National cabinet has backed a deal on housing that sets a new target to build 1.2 million homes over five years, with the promise of $3 billion in incentives for states and territories to meet the goal. Source: The Age.
The federal Government will also pay $500 million for essential services such as basic amenities in new housing projects in a competitive fund that aims to encourage states and territories to quicken the pace of building approvals and housing construction.
Prime Minister Anthony Albanese struck the agreement with premiers and chief ministers in a discussion that canvassed health funding but focused on fears of housing shortages and rising rents.
While the meeting also agreed to set national principles on renters’ rights, it put no deadline on the plan and left it to each state and territory to harmonise laws so landlords could increase rents only once a year and could not force “no-grounds” evictions.
The new incentive payment overhauls the National Housing Accord agreed last year, increasing its target from 1 million to 1.2 million homes over five years and promising a “reward” for the states and territories that do the most work.

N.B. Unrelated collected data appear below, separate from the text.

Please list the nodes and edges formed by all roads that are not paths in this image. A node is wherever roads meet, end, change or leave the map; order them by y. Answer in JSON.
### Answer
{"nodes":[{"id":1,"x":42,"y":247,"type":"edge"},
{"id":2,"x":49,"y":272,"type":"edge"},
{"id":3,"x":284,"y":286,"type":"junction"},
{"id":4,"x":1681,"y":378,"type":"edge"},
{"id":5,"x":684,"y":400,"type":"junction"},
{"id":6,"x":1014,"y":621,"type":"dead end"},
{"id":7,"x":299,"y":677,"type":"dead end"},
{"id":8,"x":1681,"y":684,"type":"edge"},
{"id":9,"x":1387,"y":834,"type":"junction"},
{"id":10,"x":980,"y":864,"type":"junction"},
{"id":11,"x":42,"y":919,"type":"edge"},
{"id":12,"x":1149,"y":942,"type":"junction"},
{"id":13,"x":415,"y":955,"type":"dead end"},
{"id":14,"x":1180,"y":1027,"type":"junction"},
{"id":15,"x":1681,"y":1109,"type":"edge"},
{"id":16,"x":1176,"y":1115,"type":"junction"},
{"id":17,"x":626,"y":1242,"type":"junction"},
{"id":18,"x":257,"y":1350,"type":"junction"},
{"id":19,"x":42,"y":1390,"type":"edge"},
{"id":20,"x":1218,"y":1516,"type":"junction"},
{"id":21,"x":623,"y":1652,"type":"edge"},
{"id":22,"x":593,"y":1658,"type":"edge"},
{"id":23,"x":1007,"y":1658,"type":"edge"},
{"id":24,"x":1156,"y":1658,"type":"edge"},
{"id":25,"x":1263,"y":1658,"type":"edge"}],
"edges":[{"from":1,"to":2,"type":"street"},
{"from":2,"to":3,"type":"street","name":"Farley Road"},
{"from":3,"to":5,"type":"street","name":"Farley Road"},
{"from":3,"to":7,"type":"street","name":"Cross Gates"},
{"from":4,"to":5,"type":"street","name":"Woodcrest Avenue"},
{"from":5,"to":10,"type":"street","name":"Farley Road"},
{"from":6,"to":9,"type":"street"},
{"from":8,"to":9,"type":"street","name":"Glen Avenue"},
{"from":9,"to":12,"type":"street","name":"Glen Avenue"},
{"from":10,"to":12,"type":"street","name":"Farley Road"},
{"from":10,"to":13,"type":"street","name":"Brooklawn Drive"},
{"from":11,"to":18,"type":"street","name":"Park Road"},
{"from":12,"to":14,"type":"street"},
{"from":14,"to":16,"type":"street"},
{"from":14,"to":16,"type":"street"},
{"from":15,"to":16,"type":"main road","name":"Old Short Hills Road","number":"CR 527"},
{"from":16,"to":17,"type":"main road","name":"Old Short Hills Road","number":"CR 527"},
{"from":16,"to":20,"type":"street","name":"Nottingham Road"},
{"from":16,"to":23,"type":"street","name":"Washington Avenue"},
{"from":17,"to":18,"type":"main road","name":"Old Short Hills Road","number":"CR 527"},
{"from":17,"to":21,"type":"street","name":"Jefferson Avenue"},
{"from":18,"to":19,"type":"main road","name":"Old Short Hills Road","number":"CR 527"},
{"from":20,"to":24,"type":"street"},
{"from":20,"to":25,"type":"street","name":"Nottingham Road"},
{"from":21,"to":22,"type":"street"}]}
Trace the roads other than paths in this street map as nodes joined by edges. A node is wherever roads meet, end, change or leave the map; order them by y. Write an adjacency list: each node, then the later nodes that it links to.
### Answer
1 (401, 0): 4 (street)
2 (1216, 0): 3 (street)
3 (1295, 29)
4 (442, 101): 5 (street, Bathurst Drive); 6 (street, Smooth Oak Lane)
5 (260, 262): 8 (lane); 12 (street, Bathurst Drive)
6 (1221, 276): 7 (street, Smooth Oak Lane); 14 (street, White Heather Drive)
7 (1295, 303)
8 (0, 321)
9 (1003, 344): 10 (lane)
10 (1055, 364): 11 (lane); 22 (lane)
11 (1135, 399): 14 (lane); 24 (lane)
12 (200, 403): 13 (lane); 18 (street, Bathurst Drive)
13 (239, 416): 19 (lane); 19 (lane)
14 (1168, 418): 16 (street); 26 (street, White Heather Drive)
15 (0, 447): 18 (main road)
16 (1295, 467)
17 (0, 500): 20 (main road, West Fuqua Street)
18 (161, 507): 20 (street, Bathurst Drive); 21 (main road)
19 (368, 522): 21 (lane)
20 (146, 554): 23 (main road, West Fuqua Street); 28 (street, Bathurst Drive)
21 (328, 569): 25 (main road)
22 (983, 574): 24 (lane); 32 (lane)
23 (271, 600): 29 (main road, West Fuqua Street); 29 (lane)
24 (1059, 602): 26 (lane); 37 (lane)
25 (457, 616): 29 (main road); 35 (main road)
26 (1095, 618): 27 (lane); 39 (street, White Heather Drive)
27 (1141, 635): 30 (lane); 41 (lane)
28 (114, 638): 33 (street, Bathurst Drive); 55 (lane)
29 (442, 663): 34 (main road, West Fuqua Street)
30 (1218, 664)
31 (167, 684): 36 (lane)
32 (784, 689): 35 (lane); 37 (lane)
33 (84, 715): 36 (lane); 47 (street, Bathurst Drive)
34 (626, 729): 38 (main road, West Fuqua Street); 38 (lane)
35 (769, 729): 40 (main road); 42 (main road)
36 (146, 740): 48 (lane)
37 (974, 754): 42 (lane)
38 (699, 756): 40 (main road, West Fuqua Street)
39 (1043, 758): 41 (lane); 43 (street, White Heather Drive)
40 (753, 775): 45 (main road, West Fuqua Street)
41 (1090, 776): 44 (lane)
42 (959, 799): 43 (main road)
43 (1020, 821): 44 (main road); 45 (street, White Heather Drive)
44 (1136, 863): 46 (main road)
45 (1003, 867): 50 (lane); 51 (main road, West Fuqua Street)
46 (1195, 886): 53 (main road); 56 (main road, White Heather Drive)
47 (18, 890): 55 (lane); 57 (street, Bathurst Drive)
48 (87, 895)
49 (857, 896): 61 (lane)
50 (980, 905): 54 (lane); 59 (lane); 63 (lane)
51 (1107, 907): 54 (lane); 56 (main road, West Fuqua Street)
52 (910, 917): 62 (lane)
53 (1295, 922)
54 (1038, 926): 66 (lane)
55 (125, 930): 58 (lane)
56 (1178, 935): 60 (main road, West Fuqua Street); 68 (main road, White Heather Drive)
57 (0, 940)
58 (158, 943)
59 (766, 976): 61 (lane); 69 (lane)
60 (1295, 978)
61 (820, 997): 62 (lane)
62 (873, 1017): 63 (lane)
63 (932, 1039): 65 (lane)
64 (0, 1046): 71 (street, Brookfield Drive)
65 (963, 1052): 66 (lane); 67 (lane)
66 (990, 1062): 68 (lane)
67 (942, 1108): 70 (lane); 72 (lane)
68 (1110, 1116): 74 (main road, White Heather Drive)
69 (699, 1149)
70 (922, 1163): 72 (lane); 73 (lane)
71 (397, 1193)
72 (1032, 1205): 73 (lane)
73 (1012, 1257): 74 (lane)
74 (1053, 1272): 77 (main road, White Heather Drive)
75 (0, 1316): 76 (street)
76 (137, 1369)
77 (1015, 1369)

The new $3 billion incentive, called the New Home Bonus, is calculated as a $15,000 payment from Canberra for each home a state and territory brings to the housing accord above the earlier target, in the hope of adding the 200,000 dwellings.
But the payment will not start until 2028, which means it will operate as a reward rather than an up-front subsidy.
The new policy is separate from the $2 billion Social Housing Accelerator announced in June to help the states and territories build more affordable homes, with that money flowing already.
FULL STORY
New $3.5 billion incentive for states to lift housing target (By David Crowe, The Age)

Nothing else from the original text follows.